My journey from airport to the hospital my mother had been admitted were all blur. However I managed to send a quick message to Adi in between. I realised what was actually happening only once I was directed by the receptionist to the ICU where mom was lying.

It was a difficult task to ask about her whereabouts. How can a daughter just waltz in like that and enquire about her mother whom she hadn't talked with in last 6 years, not seen in 9 years? How?

Somewhere I blame myself! Somewhere I blame them!

My parents!

I took the stairs to the fifth floor ,where the ICU was, to buy myself some time to collect my thoughts.

I was sure what lies ahead was not going to be pretty. Old wounds wound be reopened. New wounds would be made. Scars would be noticed more than ever. And maybe, just maybe I would start healing too.

As soon as the door to the ICU came in view, my steps faltered.

The world was going on around me but I was stuck.
I was stuck at the sight when my fifteen year old self bid farewell to my mother after the high school life.

I was stuck at the moment when my-eighteen-year-old self called her to announce that I was moving away. That I didn't want them to contact me.

I was stuck in those few moments when I hoped I could belong to a happy family by her side.

Nevertheless I was wrong then. I was naive then.

And I hoped with my very being that I was not repeating my mistake by stepping back into my past.

This was the first time I doubted my decision to visit my mother.

In these few hours I had thought about the past and all the burden that came with it. But didn't think about what would happen once I reached here. I couldn't bring myself to.

I hadn't seen her in so long. Was she conscious? Would she make through it?

I had no idea.

The only snippets I could remember from the phone call last night were,
"Mom is critical.....accident... Two weeks...Mumbai...Low chance"

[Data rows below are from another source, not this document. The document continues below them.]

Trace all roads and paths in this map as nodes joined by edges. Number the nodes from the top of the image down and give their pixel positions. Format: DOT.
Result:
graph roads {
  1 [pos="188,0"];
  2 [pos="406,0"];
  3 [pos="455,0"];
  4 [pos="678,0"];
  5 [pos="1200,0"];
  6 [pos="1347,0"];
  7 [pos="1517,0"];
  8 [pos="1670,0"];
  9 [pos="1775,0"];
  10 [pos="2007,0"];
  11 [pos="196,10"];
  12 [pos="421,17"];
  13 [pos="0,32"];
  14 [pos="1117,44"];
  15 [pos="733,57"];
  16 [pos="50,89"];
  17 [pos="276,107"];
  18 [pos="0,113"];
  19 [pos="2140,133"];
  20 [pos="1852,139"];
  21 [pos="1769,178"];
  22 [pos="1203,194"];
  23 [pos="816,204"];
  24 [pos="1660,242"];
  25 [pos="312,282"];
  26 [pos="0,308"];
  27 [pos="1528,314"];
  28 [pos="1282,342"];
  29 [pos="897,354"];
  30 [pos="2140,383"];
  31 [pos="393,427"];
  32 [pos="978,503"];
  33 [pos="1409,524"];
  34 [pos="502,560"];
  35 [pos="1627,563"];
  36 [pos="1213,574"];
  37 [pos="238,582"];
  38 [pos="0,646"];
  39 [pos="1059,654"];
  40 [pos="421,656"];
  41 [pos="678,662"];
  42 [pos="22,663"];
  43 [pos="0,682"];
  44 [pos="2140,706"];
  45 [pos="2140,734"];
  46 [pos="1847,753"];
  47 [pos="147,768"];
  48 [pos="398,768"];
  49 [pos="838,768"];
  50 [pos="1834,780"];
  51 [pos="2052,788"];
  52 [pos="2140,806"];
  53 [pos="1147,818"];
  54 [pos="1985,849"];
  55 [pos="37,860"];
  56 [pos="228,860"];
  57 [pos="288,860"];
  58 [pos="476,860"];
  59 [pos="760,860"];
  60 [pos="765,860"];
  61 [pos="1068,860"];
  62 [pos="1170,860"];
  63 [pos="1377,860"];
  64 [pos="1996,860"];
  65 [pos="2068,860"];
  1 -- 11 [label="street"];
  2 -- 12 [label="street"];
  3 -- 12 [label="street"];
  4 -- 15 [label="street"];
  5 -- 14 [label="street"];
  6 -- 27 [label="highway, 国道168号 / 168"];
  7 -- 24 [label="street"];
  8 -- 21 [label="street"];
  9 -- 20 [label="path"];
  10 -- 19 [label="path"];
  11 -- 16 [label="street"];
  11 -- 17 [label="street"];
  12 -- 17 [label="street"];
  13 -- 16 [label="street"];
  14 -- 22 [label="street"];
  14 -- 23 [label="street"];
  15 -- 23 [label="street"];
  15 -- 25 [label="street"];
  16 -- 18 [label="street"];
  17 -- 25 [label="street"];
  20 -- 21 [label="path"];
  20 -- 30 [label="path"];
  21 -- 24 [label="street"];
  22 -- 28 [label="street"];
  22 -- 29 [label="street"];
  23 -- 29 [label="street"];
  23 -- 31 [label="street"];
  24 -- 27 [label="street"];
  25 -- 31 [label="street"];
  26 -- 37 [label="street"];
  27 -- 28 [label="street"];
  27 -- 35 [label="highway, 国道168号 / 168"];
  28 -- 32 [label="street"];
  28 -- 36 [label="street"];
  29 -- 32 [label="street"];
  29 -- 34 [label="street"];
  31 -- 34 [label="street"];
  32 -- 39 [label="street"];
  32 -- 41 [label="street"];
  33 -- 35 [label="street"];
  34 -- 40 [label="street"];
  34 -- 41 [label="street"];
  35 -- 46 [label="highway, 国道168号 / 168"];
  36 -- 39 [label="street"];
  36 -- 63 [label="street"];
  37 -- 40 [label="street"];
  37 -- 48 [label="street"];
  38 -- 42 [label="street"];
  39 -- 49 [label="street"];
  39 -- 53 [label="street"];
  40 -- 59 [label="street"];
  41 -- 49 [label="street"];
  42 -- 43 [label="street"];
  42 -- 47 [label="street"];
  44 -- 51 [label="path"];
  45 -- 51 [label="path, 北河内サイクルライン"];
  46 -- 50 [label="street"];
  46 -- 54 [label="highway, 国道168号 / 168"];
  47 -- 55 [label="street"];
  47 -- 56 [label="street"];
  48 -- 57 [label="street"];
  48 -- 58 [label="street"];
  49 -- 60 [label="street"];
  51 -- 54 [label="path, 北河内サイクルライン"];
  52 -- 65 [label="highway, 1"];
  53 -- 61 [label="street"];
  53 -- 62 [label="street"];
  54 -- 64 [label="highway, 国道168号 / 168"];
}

Even in that frenzy state of mind I manged to note down the hospital she was admitted in.

And here I was standing a few feet away from her physically . Yet miles away in the heart.

I had no idea what she was going through and I wanted to. However hard I might act nonchalant I care.

I always did. I always will.

She's my mother after all.

There were people waiting outside the ICU, waiting to hear the whereabouts of their loved ones. I searched for any familiar faces outside.

And I saw one. The one who called me last night. My brother.

I took small steps in his direction. I had last seen him six years back. He tried to talk me out of my decision then. It happened in this very city, Mumbai.

He was disappointed at the end result of our talk but said he was proud of me to stand up for myself.

I regretted to lose in touch with him. But I feared he would force me to come back and decided to wait before contacting him.

I had planned a hundred scenarios in my head when we would meet next. But this was nothing of that sort.

He was hunched over. His Hair disheveled. Shoulders slumped. He looked defeated.